And then I found Amy Frykholm’s stunning book, See Me Naked. It’s a revelation. If anything I’ve written in this series has resonated with you in any way, you MUST get this book.

As with a lot of what I’ve been writing lately in regards to my evolving theology, many thoughts are half-baked and are very much a work in progress.

Lastly, I’d like to state that I’m writing this post primarily to work through my own thoughts around the topic of damage, desire, and dating. So most (but not all) of what I write will be about how these issues impact straight, single males. I hope they’ll be of use to those outside that demographic, but to address this topic in all its permutations would be far beyond my current time and talent.

[END PREFACE]

Before we can get to a better way to think theologically about desire, we first need a brief history lesson.

In biblical times, there was no such thing as dating.

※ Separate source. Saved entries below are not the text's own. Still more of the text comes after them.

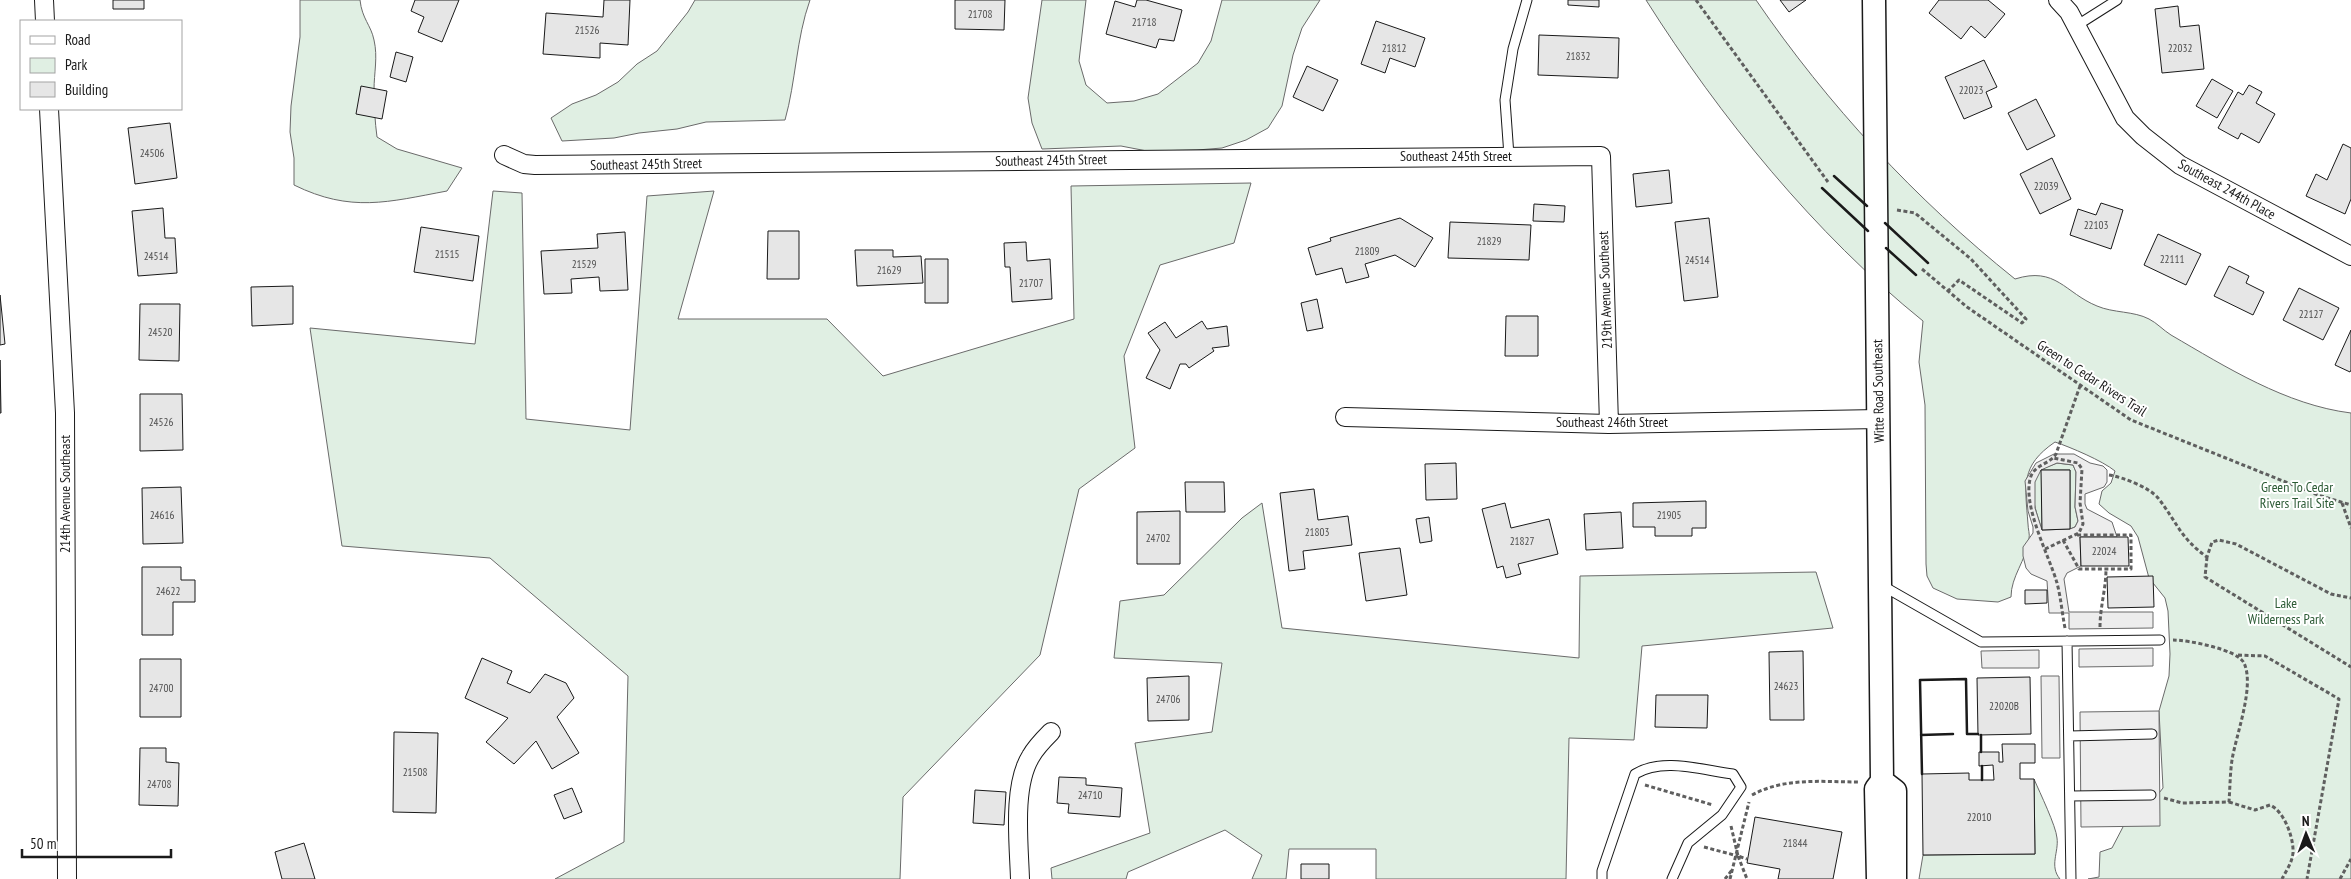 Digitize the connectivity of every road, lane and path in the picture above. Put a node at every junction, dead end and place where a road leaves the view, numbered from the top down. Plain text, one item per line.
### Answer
1 (44, 0) edge
2 (1527, 0) edge
3 (1696, 0) edge
4 (1874, 0) edge
5 (2058, 0) edge
6 (2117, 0) edge
7 (45, 20) edge
8 (2076, 26) junction
9 (49, 110) edge
10 (504, 155) dead end
11 (1509, 156) junction
12 (1601, 156) joint
13 (1828, 182) dead end
14 (1876, 208) junction
15 (2351, 256) edge
16 (1922, 269) dead end
17 (1948, 291) junction
18 (2080, 386) junction
19 (1345, 417) dead end
20 (1879, 419) junction
21 (1609, 424) junction
22 (2053, 458) junction
23 (2109, 475) dead end
24 (2342, 502) junction
25 (2351, 505) edge
26 (2351, 528) edge
27 (2074, 535) junction
28 (2063, 540) junction
29 (2045, 549) junction
30 (2208, 557) junction
31 (2106, 569) junction
32 (1880, 584) junction
33 (2351, 598) edge
34 (2160, 640) joint
35 (2067, 641) junction
36 (2101, 641) junction
37 (2237, 655) junction
38 (2351, 667) edge
39 (1051, 732) dead end
40 (2152, 734) dead end
41 (2069, 736) junction
42 (1632, 781) junction
43 (1882, 781) junction
44 (2151, 795) joint
45 (2070, 796) junction
46 (2229, 802) junction
47 (1727, 810) junction
48 (1688, 843) junction
49 (1738, 856) junction
50 (1747, 859) dead end
51 (2351, 859) edge
52 (1734, 868) junction
53 (67, 879) edge
54 (1020, 879) edge
55 (1602, 879) edge
56 (1672, 879) edge
57 (1725, 879) edge
58 (1730, 879) edge
59 (1746, 879) edge
60 (1878, 879) edge
61 (1896, 879) edge
62 (2071, 879) edge
63 (2282, 879) edge
64 (2307, 879) edge
65 (2340, 879) edge

1 - 7 street
2 - 11 lane
3 - 13 path
4 - 14 street, Witte Road Southeast
5 - 8 street, Southeast 244th Place
6 - 8 lane
8 - 15 street, Southeast 244th Place
9 - 53 street, 214th Avenue Southeast
10 - 11 street, Southeast 245th Street
11 - 12 street, Southeast 245th Street
12 - 21 street, 219th Avenue Southeast
14 - 17 path
14 - 20 street, Witte Road Southeast
16 - 17 path, Green to Cedar Rivers Trail
17 - 18 path, Green to Cedar Rivers Trail
18 - 22 path
18 - 24 path, Green to Cedar Rivers Trail
19 - 21 street, Southeast 246th Street
20 - 21 street, Southeast 246th Street
20 - 32 street, Witte Road Southeast
22 - 27 path
22 - 29 path
23 - 30 path
24 - 25 path, Green to Cedar Rivers Trail
24 - 26 path
27 - 28 path
27 - 31 path
28 - 29 path
28 - 31 path
29 - 35 path
30 - 33 path
30 - 38 path
31 - 36 path
32 - 35 lane
32 - 43 street, Witte Road Southeast
34 - 36 lane
34 - 37 path
35 - 36 lane
35 - 41 lane
37 - 46 path
37 - 64 path
39 - 54 street
40 - 41 lane
41 - 45 lane
42 - 47 path
42 - 47 lane
42 - 55 lane
43 - 49 path
43 - 60 street, Witte Road Southeast
43 - 61 street
44 - 45 lane
44 - 46 path
45 - 62 lane
46 - 63 path
47 - 48 lane
47 - 49 path
48 - 49 path
48 - 56 lane
49 - 50 path
49 - 52 path
49 - 59 path
51 - 65 path
52 - 57 path
52 - 58 path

At all. Marriage was primarily a pragmatic affair – something more akin to a sterile business transaction. Marriages were arranged. They were designed to ensure financial stability. And more importantly for the sake of this discussion, these marriages took place at a very young age – usually in the early teenage years.

Because of this, there’s a very good reason why the Bible has a lot more to say about adultery (sex with someone else’s husband/wife) than it does about fornication (the more general category of sex between unmarried persons) – because there weren’t many unmarried persons around to fornicate with, but there were a lot of married people to adulterate with.

So why this history lesson. What does it matter to our discussion of how the church deals with desire today?

Because the biblical texts that the church likes to cite in regards to sex and desire have nothing to do with the dating world we live in. In fact, there are no scriptural references one can appeal to that address the modern practice of dating and courtship. None. It’s a cultural convention that has no parallel in the world of the Bible. That should have radical implications for the way that the church applies biblical teachings in its discussion of desire, but sadly, it seldom does.

Take Matthew 5:27-30 – a verse that constantly got hammered into my head every time the church talked about desire.

(27) “You have heard that it was said, ‘You shall not commit adultery.’ (28) But I tell you that anyone who looks at a woman lustfully has already committed adultery with her in his heart. (29) If your right eye causes you to stumble, gouge it out and throw it away. It is better for you to lose one part of your body than for your whole body to be thrown into hell. (30) And if your right hand causes you to stumble, cut it off and throw it away. It is better for you to lose one part of your body than for your whole body to go into hell.

Right off the bat, one has to note the word “adultery” in verse 27 and 28 – sex with a married person that you’re not married to. This is NOT a teaching that applies to single people – at least not directly. Pummeling singles with this verse without qualifications is lazy, irresponsible exegesis.

Take some of the other verses commonly cited when talking about desire (1 Corinthians 6:12-20, Thessalonians 4:3-8, Ephesians 5:3, to name just a few). Read those verses while keeping in mind that they are speaking to an audience that got married in their teens (and almost all of them would be married) and you begin to see that they have nothing to do with the dating/courtship world we live in today. These are verses concerned with protecting the sanctity of marriage – keeping husbands and wives committed to one another in a covenant relationship – NOT with controlling the desires of single people.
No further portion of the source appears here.